(The following was written by Nola Freeman, and is reprinted from “Reflections”, a collection of local stories available at the Grove City Welcome Center and Museum).
With the industrialization of the nation and the expansion of Columbus, both for commercial and residential purposes, some of the farmland has been lost. Also gone are the old elegant farm homes that once lined the National Road.
An example of one family to come to Prairie Township and whose descendants are still in the area today is that of John Dougherty. He was born in Derry County, Ireland in 1766. He and two brothers arrived in New York before 1790. At 24 years of age he married his first wife, Mary Morris. His young wife died in 1797, leaving him with three children to raise. At the age of 39, in 1804, John married a girl 22 years younger than himself. Her name was Nancy Ann Gatton. A year afterwards John and Nancy’s first son, James, was born in 1805; and John and Nancy and the baby came to Ohio. They first settled on the banks of the Scioto River in Franklinton. In a short time, John and Nancy moved to Prairie Township and had ten more children in addition to James. Son James married Mary Ann Clover and along with his brothers and sisters continued the heritage of John, who had emigrated from Ireland. Mary Ann was the daughter of Joshua and Rachel Rutan Clover. James and Mary Ann had a dozen children…as the sons married he gave each 70 acres of the land accumulated over the years; to each daughter he gave 35 acres, when she married.
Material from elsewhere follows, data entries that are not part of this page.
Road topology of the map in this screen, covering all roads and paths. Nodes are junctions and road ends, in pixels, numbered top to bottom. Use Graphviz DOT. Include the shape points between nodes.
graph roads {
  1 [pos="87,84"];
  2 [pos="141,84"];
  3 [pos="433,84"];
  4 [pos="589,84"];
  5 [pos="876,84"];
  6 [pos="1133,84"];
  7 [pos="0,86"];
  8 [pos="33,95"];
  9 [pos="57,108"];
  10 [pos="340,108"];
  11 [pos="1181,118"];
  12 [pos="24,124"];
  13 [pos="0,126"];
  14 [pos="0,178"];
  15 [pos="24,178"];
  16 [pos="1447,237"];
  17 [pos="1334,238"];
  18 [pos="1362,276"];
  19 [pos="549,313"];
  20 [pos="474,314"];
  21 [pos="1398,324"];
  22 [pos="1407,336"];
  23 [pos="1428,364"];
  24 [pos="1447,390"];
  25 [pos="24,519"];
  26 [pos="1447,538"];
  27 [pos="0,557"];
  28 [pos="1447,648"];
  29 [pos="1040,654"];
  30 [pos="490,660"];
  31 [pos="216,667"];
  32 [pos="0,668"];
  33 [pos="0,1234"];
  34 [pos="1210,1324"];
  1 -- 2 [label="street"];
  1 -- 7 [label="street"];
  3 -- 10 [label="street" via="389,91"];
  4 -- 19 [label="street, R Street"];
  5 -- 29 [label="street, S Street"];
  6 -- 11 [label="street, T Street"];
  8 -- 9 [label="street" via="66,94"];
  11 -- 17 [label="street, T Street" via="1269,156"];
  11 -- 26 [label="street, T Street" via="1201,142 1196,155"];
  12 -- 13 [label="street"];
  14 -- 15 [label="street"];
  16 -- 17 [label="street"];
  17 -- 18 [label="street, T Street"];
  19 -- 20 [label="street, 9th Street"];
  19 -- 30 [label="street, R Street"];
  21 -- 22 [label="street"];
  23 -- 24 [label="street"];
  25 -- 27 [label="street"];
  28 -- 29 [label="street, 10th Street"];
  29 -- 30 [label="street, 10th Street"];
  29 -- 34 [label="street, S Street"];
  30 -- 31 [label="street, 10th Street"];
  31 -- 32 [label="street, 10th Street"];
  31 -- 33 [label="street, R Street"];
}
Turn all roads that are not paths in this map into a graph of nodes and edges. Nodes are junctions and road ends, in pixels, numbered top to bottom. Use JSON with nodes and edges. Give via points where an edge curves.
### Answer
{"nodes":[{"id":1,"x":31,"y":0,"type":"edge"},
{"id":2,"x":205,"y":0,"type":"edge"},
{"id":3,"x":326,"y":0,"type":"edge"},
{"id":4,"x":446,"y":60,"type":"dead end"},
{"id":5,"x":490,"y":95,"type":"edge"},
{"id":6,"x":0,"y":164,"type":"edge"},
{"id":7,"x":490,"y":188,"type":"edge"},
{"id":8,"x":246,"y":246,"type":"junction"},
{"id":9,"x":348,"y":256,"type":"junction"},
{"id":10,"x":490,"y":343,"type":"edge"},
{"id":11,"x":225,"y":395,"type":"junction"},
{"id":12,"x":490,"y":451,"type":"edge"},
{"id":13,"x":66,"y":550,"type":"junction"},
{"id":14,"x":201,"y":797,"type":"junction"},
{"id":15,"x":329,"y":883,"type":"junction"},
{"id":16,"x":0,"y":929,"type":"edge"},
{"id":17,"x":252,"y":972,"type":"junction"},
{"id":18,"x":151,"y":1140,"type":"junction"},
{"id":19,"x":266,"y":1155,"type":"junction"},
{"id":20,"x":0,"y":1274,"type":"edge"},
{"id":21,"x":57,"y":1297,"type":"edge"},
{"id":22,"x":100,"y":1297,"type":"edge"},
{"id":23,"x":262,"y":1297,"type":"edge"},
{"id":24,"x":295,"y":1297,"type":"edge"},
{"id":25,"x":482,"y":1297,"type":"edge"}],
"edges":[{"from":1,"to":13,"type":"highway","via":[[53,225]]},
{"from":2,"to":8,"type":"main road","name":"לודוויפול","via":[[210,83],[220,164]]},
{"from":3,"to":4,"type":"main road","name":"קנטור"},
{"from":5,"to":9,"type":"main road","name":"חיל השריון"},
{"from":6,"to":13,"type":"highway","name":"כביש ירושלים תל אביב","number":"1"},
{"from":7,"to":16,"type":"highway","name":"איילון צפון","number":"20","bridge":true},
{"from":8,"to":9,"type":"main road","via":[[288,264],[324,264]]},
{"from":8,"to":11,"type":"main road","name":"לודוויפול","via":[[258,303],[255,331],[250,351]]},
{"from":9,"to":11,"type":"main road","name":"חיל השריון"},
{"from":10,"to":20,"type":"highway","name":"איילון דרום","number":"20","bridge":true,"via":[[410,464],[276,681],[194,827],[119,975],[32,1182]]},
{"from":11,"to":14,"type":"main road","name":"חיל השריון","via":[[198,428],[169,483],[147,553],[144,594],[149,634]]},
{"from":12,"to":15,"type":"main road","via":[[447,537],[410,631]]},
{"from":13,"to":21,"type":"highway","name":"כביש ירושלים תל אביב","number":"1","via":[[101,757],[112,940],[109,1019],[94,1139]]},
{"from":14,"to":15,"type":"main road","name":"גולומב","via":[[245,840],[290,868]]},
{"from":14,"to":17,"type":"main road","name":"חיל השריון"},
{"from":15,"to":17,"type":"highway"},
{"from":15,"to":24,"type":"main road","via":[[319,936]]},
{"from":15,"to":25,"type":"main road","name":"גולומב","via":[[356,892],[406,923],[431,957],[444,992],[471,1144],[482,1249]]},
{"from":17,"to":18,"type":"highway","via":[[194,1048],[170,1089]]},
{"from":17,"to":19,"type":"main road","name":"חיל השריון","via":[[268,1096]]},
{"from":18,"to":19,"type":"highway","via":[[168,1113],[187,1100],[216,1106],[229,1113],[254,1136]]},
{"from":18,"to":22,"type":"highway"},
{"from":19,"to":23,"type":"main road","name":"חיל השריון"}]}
The Daughertys were very religious. James and his son Joshua, who owned a brick and tile mill, were responsible for donating the land building the church called Salem Chapel, and also a school house.
Today, half a century after the death of Joshua and his wife, Cindia Rilla Freeman Dougherty, the Thornapple Golf course–designed by nationally known golf course architect, Jack Kidwell, who is a resident of Prairie Township–is on part of Joshua Dougherty’s beloved homestead.
Few remnants of our ancestors are left except the cemeteries. The Postle Cemetery, once nestled in a stand of trees south on Norton Road, was taken over in the development of some land. There remains a relic family burial ground here and there; the Clover Settlement Cemetery is still visible, located on Alton-Darby Creek Road to remind us of the hardships faced by the pioneers in the early days of Prairie Township.